■ Data to use ■

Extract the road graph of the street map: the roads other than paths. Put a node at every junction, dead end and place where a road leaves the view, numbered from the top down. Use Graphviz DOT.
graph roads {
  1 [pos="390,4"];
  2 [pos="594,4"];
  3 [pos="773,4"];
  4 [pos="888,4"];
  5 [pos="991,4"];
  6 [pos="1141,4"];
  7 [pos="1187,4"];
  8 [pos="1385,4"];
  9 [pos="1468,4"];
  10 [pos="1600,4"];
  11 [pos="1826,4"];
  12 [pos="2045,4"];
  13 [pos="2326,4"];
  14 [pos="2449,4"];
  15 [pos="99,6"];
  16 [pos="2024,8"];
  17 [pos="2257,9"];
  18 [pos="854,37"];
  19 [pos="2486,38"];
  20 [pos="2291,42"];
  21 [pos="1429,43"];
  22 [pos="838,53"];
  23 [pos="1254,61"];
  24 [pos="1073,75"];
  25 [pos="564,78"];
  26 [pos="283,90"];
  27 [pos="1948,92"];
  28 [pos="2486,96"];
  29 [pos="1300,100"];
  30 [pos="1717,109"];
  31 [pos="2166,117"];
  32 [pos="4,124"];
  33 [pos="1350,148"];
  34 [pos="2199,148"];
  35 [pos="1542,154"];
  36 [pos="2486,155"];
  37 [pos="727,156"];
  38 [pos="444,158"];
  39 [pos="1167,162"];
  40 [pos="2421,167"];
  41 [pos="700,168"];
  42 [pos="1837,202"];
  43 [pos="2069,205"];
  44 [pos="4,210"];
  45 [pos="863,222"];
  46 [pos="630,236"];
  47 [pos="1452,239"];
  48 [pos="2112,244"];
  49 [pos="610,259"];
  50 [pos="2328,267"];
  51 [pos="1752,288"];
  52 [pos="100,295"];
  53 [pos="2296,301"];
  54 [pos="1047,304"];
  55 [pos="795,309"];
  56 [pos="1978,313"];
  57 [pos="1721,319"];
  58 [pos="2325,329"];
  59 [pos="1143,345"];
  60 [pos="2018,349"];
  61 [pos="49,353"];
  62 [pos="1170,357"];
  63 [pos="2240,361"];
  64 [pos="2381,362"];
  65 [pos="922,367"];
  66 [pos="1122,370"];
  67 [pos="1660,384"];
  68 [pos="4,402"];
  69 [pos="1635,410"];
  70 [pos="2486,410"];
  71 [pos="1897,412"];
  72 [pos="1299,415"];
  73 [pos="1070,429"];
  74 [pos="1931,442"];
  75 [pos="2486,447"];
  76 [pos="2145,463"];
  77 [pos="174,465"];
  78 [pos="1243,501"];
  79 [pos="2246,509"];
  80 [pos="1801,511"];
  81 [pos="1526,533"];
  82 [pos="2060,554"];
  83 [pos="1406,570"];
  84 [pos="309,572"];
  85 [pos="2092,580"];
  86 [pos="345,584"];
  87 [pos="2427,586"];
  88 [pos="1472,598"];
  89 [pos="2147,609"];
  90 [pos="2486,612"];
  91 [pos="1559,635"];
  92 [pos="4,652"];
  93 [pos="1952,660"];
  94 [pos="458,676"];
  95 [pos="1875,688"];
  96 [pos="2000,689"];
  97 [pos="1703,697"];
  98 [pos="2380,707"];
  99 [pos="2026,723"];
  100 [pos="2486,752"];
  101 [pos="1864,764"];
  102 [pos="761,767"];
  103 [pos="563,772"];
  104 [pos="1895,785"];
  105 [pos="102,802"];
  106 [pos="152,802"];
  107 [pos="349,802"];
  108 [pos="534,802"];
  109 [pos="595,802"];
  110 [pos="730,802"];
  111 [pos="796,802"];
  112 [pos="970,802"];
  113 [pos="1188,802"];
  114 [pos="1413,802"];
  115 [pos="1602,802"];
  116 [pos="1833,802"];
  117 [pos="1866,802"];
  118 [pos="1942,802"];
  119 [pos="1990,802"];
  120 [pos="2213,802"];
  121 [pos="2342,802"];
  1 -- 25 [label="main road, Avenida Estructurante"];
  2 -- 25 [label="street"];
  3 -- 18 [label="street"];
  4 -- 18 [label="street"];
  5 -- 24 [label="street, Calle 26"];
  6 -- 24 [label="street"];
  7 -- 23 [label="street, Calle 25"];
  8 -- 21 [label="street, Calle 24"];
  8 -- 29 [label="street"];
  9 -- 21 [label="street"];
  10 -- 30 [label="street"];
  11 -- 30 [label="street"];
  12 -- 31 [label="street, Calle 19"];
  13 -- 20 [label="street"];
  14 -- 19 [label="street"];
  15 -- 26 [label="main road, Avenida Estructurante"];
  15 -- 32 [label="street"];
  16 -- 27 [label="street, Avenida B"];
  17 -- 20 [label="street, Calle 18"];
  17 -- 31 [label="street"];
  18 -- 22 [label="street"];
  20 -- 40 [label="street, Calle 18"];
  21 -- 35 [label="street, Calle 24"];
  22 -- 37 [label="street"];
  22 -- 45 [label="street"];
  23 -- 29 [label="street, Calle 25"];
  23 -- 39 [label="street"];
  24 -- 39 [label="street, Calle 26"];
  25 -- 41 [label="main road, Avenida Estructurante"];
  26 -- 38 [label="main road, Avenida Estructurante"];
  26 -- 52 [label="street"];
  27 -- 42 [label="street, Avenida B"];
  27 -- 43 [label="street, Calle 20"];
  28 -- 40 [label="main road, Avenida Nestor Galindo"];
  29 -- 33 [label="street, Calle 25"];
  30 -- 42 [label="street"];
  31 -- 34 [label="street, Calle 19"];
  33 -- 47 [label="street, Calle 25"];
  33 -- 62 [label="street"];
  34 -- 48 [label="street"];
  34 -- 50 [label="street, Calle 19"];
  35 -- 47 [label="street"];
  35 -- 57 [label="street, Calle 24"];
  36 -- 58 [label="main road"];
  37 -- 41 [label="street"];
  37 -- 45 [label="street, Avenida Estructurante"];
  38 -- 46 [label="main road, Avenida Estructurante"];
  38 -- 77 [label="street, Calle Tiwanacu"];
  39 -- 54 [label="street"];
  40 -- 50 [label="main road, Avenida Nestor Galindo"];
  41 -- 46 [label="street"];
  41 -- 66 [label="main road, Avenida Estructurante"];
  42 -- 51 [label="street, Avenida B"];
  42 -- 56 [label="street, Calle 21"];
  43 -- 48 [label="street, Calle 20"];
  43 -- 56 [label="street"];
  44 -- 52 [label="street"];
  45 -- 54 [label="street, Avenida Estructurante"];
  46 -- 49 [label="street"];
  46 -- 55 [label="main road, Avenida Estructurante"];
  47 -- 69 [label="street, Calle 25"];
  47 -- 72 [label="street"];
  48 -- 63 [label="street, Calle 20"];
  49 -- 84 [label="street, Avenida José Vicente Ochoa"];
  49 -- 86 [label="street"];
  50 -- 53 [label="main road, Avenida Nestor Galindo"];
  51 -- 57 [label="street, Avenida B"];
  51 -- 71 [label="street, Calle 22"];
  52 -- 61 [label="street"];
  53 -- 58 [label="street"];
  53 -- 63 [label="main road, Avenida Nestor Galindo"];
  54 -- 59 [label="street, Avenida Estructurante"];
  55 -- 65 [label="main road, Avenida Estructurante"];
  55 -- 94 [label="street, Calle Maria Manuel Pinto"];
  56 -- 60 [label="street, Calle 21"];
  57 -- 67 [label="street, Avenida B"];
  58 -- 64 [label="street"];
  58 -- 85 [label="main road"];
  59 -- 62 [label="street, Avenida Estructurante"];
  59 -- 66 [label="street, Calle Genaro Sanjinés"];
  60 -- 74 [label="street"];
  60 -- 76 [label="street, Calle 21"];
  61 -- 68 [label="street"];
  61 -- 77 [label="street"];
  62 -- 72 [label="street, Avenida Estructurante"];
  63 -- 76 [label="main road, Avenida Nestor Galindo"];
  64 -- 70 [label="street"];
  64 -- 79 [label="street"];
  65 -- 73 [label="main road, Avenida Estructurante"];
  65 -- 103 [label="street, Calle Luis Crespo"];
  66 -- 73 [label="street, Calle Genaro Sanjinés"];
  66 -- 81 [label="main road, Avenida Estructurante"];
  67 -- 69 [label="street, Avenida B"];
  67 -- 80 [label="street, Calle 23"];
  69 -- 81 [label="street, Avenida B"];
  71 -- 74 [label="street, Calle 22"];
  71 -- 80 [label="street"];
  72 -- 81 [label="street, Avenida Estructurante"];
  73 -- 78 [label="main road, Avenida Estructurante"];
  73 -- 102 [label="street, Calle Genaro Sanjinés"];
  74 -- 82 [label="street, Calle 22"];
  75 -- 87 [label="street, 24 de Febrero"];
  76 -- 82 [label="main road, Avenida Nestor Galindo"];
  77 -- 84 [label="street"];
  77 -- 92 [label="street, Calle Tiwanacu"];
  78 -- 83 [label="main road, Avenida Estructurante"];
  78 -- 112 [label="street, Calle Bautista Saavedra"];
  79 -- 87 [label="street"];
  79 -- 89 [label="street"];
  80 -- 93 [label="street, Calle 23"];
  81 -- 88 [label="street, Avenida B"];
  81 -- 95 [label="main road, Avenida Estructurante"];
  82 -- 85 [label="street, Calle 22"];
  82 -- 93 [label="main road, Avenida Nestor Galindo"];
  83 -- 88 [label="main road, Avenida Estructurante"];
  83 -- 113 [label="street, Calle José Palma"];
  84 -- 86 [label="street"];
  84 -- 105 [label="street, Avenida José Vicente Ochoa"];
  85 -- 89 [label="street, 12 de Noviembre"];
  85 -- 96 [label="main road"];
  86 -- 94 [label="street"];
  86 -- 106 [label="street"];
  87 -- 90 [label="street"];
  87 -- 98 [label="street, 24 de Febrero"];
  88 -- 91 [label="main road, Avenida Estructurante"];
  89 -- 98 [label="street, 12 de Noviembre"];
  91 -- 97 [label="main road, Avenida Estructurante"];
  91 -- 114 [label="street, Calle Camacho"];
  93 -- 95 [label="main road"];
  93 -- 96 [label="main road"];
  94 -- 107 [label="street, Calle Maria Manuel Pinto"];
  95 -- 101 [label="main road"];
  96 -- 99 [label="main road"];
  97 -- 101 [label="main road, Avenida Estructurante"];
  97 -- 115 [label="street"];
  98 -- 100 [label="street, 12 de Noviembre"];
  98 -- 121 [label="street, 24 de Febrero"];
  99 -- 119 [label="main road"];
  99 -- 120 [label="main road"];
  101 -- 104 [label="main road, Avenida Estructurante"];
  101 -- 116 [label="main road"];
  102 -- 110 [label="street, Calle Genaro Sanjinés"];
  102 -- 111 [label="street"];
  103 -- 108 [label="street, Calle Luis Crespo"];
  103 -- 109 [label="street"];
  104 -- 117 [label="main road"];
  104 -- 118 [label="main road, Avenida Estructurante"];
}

■ What to work on ■
Which lines above contain the word "Pinto"? Copy each of them.

■ Written answer ■
  55 -- 94 [label="street, Calle Maria Manuel Pinto"];
  94 -- 107 [label="street, Calle Maria Manuel Pinto"];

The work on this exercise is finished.